* **Problem details**:
The records below must be transcribed exactly. Do not include the pictures.

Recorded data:
───
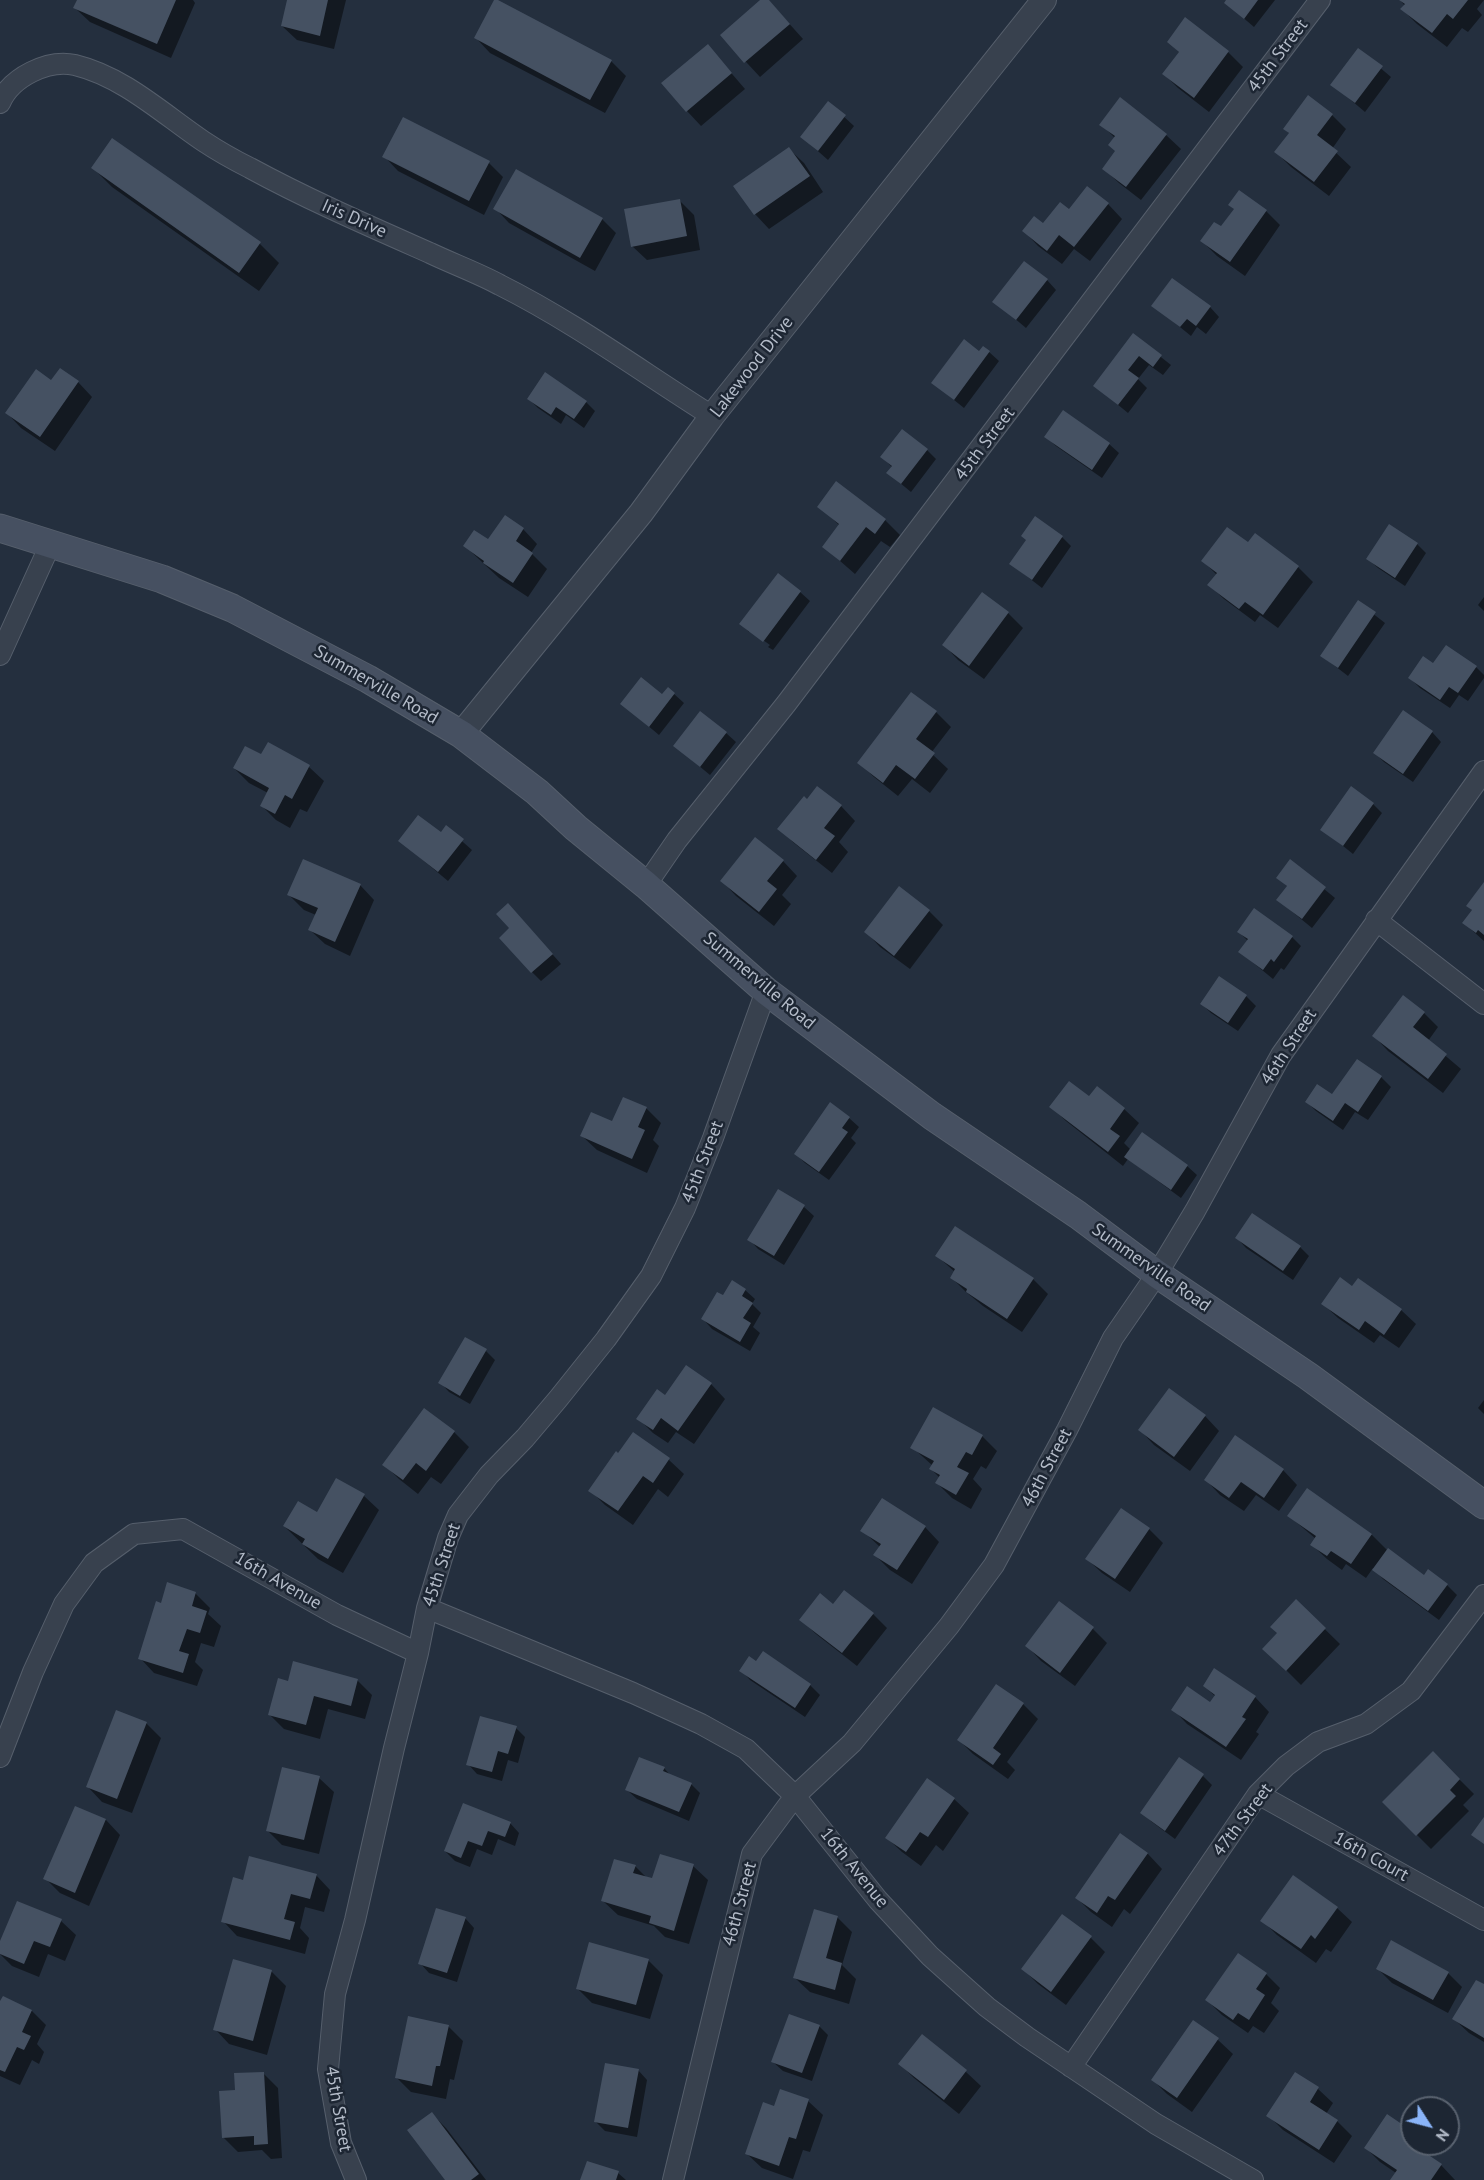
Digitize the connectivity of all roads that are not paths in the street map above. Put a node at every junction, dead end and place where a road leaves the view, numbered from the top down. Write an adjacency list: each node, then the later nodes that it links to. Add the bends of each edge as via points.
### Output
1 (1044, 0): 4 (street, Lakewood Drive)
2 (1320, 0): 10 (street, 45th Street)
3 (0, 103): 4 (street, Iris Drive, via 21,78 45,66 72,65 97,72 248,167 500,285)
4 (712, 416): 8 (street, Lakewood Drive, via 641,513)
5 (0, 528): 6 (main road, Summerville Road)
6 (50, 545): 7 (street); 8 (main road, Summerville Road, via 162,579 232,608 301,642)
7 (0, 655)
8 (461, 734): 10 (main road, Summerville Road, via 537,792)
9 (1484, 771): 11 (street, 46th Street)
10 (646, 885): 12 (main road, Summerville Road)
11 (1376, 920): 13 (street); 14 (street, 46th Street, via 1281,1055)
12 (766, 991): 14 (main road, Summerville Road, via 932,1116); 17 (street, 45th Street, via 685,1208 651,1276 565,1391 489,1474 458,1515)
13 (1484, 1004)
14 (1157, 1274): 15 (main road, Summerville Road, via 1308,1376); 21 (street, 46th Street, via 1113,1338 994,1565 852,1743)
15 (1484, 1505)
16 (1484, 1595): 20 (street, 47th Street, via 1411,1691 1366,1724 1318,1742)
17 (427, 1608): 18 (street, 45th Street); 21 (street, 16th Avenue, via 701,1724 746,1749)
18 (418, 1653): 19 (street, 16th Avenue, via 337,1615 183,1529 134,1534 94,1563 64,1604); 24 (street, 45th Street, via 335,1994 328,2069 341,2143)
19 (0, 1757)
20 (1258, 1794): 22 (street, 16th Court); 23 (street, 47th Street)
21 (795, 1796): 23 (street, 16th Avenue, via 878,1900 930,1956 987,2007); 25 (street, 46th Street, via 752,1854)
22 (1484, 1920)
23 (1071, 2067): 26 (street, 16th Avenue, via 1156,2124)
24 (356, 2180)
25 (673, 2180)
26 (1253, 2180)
───
* **Written response**:
Digitize the connectivity of all roads that are not paths in the street map above. Put a node at every junction, dead end and place where a road leaves the view, numbered from the top down. Write an adjacency list: each node, then the later nodes that it links to. Add the bends of each edge as via points.
### Output
1 (1044, 0): 4 (street, Lakewood Drive)
2 (1320, 0): 10 (street, 45th Street)
3 (0, 103): 4 (street, Iris Drive, via 21,78 45,66 72,65 97,72 248,167 500,285)
4 (712, 416): 8 (street, Lakewood Drive, via 641,513)
5 (0, 528): 6 (main road, Summerville Road)
6 (50, 545): 7 (street); 8 (main road, Summerville Road, via 162,579 232,608 301,642)
7 (0, 655)
8 (461, 734): 10 (main road, Summerville Road, via 537,792)
9 (1484, 771): 11 (street, 46th Street)
10 (646, 885): 12 (main road, Summerville Road)
11 (1376, 920): 13 (street); 14 (street, 46th Street, via 1281,1055)
12 (766, 991): 14 (main road, Summerville Road, via 932,1116); 17 (street, 45th Street, via 685,1208 651,1276 565,1391 489,1474 458,1515)
13 (1484, 1004)
14 (1157, 1274): 15 (main road, Summerville Road, via 1308,1376); 21 (street, 46th Street, via 1113,1338 994,1565 852,1743)
15 (1484, 1505)
16 (1484, 1595): 20 (street, 47th Street, via 1411,1691 1366,1724 1318,1742)
17 (427, 1608): 18 (street, 45th Street); 21 (street, 16th Avenue, via 701,1724 746,1749)
18 (418, 1653): 19 (street, 16th Avenue, via 337,1615 183,1529 134,1534 94,1563 64,1604); 24 (street, 45th Street, via 335,1994 328,2069 341,2143)
19 (0, 1757)
20 (1258, 1794): 22 (street, 16th Court); 23 (street, 47th Street)
21 (795, 1796): 23 (street, 16th Avenue, via 878,1900 930,1956 987,2007); 25 (street, 46th Street, via 752,1854)
22 (1484, 1920)
23 (1071, 2067): 26 (street, 16th Avenue, via 1156,2124)
24 (356, 2180)
25 (673, 2180)
26 (1253, 2180)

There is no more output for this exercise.